CIPM Sri Lanka – the Nation’s leader in human resource management, published a national-level research report titled “Attracting Sri Lankan Youth to Technical and Vocational Education: The Way Forward”, which focuses on identifying the barriers to attracting the Sri Lankan youth to courses conducted by the TVET (Tertiary Vocational Education & Training) sector while making recommendations to rectify the existing gap between industry needs and the output. The research report also addresses the unsatisfactory social recognition of the TVET sector’s implementation and functions by the youth and how to change these perceptions. This research study collected data from 3000 unemployed youth representing all the districts in Sri Lanka.
The research was conducted by CIPM’s Standing Committee on Applied Research and Knowledge Centre, whose Chair, Prof Prasadini Gamage heading the research team as the Principal Researcher, and supported by Dr Dilrukshi Herath (Team Leader), Indika Kaluarachchige, and Athula Hewapathirana.
“We are delighted that CIPM was able to conduct this extensive research study and publish a report with practical recommendations and findings to support decision-makers in the TVET sector to improve their offerings. We are confident that the research report will add value at all levels in forging a way forward for our youth and industry to benefit from a better-suited TVET programme significantly,” said Jayantha Amarasinghe – Immediate Past President of CIPM Sri Lanka.
“The social recognition of the TVET sector’s implementation and functions within the country is somewhat unsatisfactory amongst the youth.

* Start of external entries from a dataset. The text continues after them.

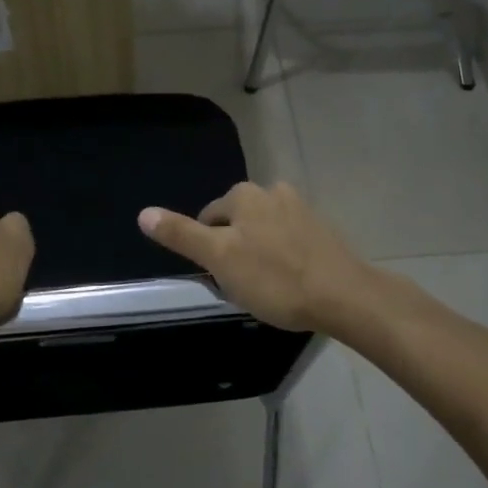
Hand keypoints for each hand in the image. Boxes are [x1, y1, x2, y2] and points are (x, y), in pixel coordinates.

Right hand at [137, 182, 369, 332]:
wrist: (344, 296)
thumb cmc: (275, 279)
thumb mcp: (219, 259)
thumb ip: (182, 235)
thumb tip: (143, 213)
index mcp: (244, 195)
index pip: (208, 219)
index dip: (209, 251)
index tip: (221, 278)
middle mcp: (273, 191)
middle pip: (237, 223)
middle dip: (235, 249)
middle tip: (243, 284)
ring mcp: (302, 209)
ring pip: (264, 231)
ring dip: (260, 253)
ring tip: (268, 286)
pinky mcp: (323, 229)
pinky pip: (290, 241)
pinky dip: (285, 257)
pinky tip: (291, 282)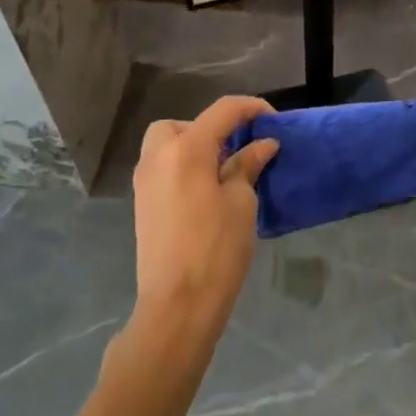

Thus, the survey explores the integration of labour market needs with a skilled workforce in the TVET System, thereby establishing and formalizing TVET qualifications based on the research findings,” said Prof Prasadini Gamage.
She added, “The public is unaware of the availability of highly paid salaries and job opportunities for TVET pass outs with great demand in national and international labour markets. The recognition of skilled labour provided through TVET is highly valued at local and international levels. The NVQ (National Vocational Qualification) holders are given more recognition in local job opportunities, thereby being directed to internationally recognized jobs, and we trust that the research report will help the TVET decision-makers to better align the programme offerings to the needs of the industry and the youth,”.
Technical and Vocational Education & Training (TVET) plays a significant social and economic role in Sri Lanka. It supports the national development objectives and provides skilled workers for the labour market. Tertiary and Vocational Education Commission (TVEC), the national apex body of TVET in Sri Lanka, awards the National Vocational Qualification (NVQ) and is responsible for establishing and maintaining an efficient and effective technical education vocational training system in the country. The training providers conduct courses to meet the industry-specified competencies for local and international demands.